(Data provided begins)
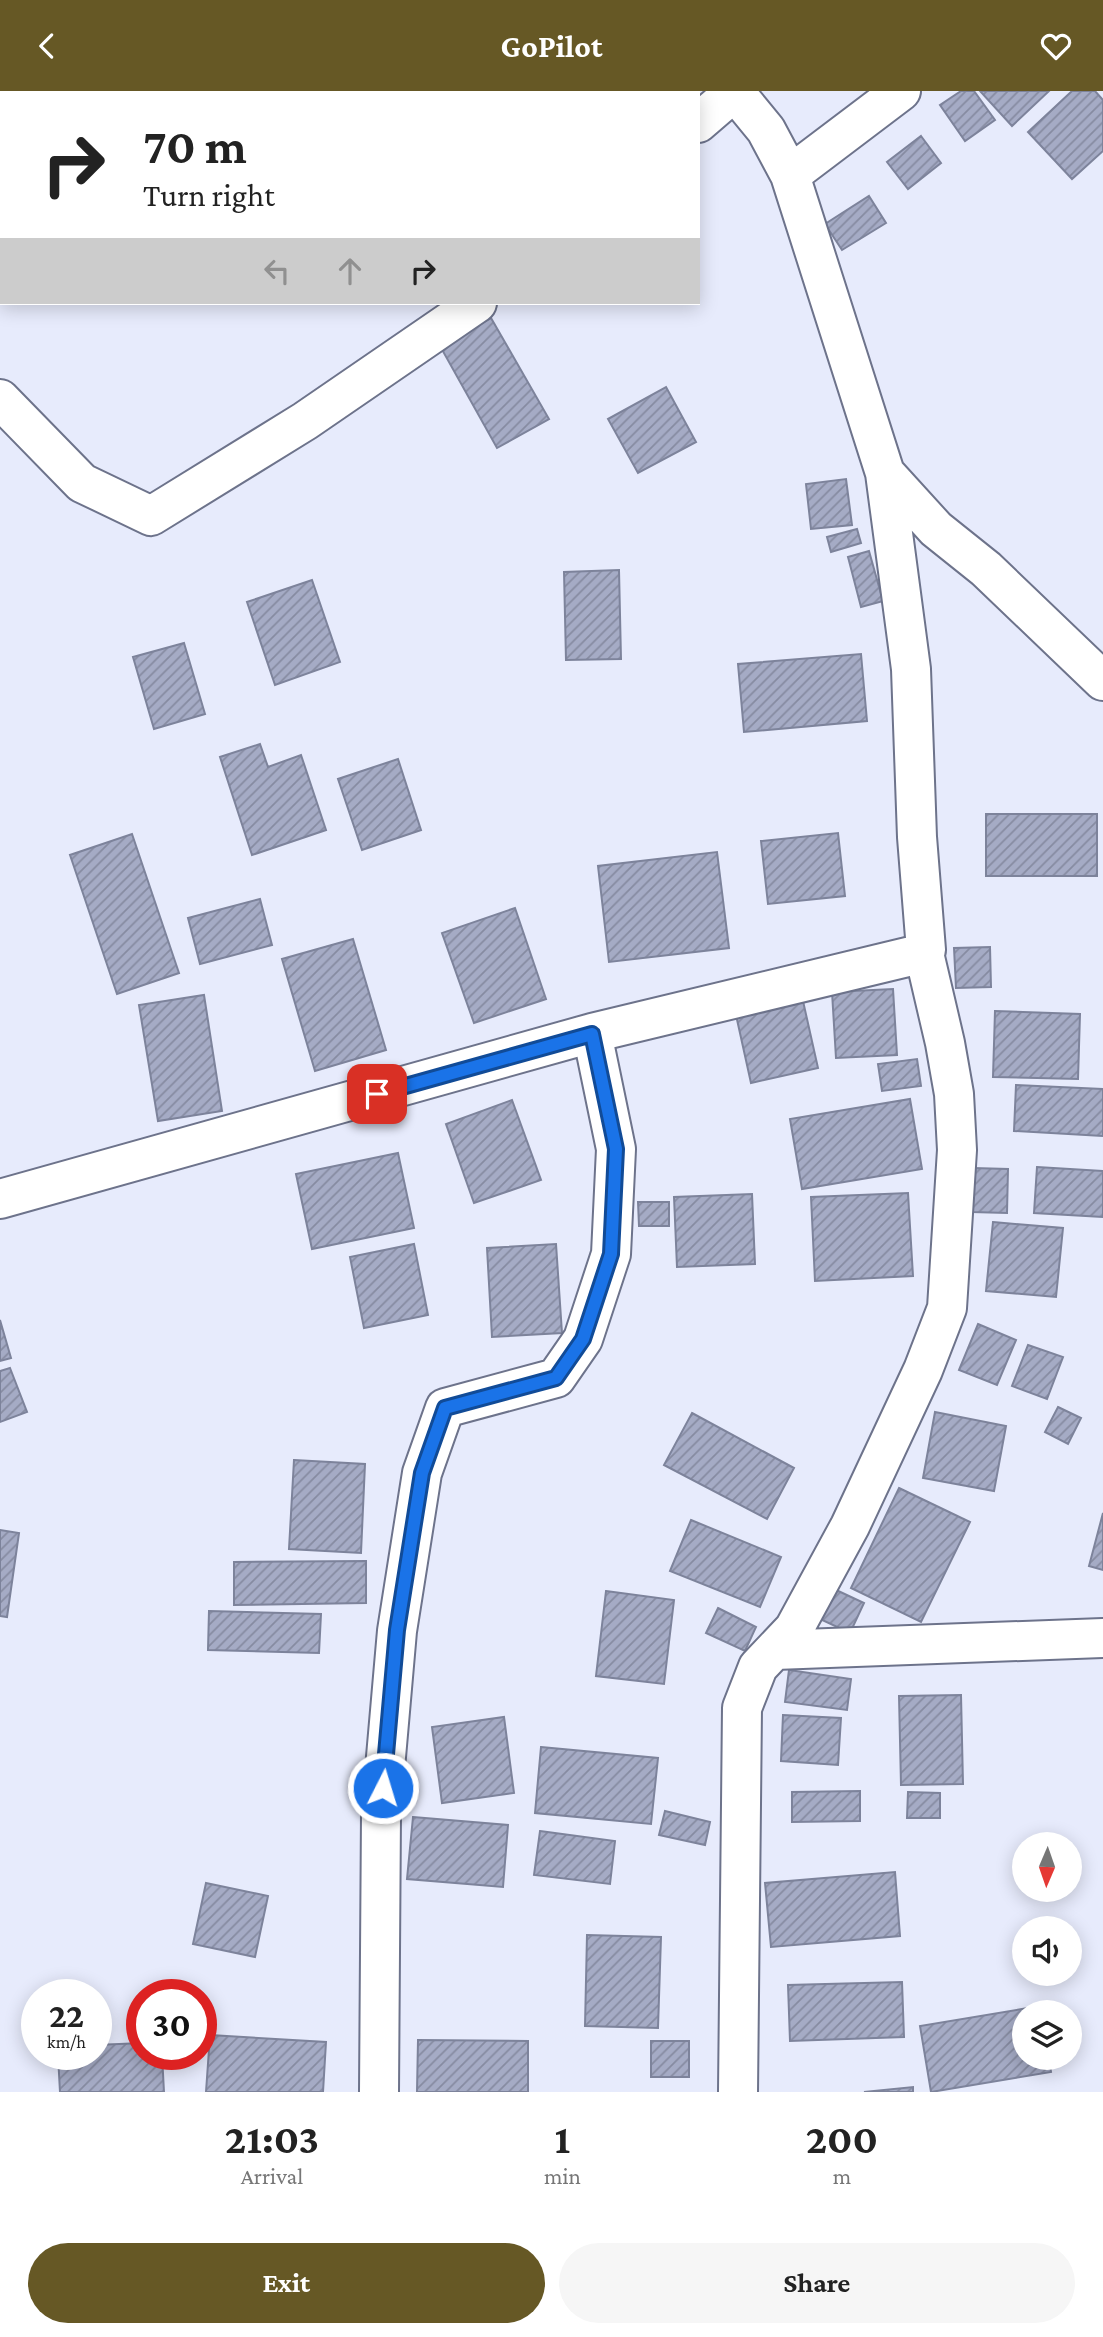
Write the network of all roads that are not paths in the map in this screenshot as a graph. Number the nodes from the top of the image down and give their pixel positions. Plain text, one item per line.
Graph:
1 (901, 91) edge
2 (734, 92) edge
3 (700, 121) edge
4 (790, 175) junction
5 (475, 305) edge
6 (0, 399) edge
7 (885, 473) junction
8 (1103, 681) edge
9 (924, 953) junction
10 (592, 1034) junction
11 (0, 1199) edge
12 (1103, 1638) edge
13 (775, 1650) junction
14 (379, 2092) edge
15 (738, 2092) edge

1 - 4 street
2 - 3 street
2 - 4 street
4 - 7 street
5 - 6 street
7 - 8 street
7 - 9 street
9 - 10 street
9 - 13 street
10 - 11 street
10 - 14 street
12 - 13 street
13 - 15 street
(Data provided ends)
Print every entry exactly. Pictures are not part of the copy.

Answer to this problem ::
Write the network of all roads that are not paths in the map in this screenshot as a graph. Number the nodes from the top of the image down and give their pixel positions. Plain text, one item per line.
Graph:
1 (901, 91) edge
2 (734, 92) edge
3 (700, 121) edge
4 (790, 175) junction
5 (475, 305) edge
6 (0, 399) edge
7 (885, 473) junction
8 (1103, 681) edge
9 (924, 953) junction
10 (592, 1034) junction
11 (0, 1199) edge
12 (1103, 1638) edge
13 (775, 1650) junction
14 (379, 2092) edge
15 (738, 2092) edge

1 - 4 street
2 - 3 street
2 - 4 street
4 - 7 street
5 - 6 street
7 - 8 street
7 - 9 street
9 - 10 street
9 - 13 street
10 - 11 street
10 - 14 street
12 - 13 street
13 - 15 street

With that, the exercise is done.